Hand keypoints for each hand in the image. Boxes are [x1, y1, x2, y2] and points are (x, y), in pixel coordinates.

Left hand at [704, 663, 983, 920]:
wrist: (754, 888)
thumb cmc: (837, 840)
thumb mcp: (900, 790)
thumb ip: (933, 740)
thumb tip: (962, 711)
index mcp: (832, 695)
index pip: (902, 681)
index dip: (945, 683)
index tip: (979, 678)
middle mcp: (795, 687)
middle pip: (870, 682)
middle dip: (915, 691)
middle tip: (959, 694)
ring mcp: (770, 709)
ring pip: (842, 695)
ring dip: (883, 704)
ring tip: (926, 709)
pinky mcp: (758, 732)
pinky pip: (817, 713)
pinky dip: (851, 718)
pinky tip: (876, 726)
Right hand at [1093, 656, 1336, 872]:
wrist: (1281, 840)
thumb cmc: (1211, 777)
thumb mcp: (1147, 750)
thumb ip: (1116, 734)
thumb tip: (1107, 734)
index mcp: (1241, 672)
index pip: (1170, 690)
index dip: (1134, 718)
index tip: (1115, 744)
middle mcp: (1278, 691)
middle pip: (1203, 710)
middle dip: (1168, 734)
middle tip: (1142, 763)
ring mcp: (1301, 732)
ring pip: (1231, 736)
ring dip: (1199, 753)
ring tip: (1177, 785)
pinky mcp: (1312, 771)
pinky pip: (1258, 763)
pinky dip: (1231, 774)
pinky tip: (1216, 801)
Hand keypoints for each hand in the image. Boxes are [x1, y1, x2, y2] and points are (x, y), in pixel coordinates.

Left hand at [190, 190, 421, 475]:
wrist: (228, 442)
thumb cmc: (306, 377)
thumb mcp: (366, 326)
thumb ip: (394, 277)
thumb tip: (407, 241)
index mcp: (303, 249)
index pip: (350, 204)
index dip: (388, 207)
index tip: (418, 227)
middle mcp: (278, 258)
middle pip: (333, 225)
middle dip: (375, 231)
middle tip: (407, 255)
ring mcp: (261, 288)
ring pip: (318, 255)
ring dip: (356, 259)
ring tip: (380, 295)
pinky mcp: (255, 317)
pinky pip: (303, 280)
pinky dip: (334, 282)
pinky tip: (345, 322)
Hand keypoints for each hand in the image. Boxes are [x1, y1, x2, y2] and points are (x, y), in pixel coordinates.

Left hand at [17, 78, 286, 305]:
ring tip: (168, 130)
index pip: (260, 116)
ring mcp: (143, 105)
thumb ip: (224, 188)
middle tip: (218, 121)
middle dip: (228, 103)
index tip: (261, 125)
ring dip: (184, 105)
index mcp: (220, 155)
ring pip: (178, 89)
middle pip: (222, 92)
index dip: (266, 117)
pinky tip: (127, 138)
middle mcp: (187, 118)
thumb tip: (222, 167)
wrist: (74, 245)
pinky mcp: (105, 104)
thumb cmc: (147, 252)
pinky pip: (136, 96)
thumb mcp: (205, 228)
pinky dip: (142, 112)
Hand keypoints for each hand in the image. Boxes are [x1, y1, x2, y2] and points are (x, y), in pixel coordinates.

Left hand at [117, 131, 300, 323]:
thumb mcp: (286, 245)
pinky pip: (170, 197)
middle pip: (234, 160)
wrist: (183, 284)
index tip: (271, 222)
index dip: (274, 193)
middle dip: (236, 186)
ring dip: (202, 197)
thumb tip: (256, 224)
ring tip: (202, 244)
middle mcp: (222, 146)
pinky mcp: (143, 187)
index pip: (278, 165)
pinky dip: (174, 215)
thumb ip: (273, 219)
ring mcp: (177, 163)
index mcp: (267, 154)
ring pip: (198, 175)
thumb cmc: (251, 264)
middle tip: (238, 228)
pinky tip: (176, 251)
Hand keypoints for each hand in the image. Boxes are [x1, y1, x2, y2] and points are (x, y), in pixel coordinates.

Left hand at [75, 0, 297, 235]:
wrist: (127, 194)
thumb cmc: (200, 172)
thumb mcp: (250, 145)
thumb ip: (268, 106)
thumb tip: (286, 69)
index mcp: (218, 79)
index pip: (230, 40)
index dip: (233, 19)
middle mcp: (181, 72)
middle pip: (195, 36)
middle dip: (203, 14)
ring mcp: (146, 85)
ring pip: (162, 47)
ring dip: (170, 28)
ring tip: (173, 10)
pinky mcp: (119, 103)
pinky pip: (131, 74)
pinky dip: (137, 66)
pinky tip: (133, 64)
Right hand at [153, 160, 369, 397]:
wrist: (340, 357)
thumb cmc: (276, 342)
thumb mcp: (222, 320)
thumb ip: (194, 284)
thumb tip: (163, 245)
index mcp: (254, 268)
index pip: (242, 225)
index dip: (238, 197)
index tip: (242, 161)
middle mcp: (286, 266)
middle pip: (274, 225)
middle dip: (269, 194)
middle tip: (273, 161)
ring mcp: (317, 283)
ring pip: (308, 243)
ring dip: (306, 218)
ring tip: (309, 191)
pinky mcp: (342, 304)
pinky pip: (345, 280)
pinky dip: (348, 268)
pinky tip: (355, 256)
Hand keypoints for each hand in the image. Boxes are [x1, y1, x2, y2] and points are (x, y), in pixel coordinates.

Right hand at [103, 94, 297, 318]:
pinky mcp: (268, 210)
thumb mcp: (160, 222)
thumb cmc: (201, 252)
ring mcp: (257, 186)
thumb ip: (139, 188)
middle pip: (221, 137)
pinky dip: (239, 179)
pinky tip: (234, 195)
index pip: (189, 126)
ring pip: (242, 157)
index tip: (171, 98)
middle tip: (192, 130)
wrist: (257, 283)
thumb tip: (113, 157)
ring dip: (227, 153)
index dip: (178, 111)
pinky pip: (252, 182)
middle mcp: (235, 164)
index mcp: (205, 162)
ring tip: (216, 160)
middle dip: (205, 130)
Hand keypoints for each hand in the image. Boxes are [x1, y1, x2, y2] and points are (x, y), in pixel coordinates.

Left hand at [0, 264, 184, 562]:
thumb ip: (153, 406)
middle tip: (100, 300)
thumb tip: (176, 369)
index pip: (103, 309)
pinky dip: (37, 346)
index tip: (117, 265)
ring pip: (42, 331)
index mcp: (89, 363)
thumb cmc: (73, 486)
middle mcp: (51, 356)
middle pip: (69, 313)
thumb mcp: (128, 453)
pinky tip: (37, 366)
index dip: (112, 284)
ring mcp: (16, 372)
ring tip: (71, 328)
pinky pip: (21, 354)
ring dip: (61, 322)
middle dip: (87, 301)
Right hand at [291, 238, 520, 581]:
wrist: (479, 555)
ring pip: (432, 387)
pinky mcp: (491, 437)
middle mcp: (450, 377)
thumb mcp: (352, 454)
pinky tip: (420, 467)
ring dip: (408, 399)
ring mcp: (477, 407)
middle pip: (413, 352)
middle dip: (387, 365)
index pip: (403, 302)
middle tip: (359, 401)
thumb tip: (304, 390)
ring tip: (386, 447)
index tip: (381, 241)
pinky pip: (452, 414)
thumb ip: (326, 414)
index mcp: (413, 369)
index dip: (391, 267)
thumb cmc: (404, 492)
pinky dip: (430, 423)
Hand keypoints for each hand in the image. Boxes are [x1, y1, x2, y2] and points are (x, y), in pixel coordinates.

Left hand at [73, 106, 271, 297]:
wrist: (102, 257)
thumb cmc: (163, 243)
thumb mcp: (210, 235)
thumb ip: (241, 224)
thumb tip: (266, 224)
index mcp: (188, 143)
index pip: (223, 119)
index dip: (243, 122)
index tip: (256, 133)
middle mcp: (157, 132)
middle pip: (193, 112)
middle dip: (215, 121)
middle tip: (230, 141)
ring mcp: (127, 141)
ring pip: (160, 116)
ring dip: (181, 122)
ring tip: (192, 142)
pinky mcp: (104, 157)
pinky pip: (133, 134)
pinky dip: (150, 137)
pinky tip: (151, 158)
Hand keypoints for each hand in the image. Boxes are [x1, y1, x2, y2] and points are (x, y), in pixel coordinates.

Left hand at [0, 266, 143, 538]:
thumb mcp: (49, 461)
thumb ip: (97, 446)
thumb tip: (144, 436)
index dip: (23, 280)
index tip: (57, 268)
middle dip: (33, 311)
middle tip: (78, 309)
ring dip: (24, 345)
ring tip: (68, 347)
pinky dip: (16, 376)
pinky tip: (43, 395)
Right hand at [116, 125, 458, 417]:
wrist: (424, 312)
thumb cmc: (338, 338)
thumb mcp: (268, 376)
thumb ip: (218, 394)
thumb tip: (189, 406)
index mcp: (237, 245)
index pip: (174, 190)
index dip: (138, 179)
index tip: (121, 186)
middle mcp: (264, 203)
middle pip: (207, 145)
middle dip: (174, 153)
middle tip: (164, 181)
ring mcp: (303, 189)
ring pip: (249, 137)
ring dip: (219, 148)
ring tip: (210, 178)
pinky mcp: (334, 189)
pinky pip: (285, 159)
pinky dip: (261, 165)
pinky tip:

▶ [Required work]:
Output each line of the listing in which the string "wrist" is found.

▶ [Written reply]:
wrist: (754, 888)
wrist: (1281, 840)
wrist: (228, 442)
wrist: (74, 245)
wrist: (183, 284)
wrist: (127, 194)
wrist: (340, 357)
wrist: (257, 283)
wrist: (479, 555)
wrist: (102, 257)
wrist: (424, 312)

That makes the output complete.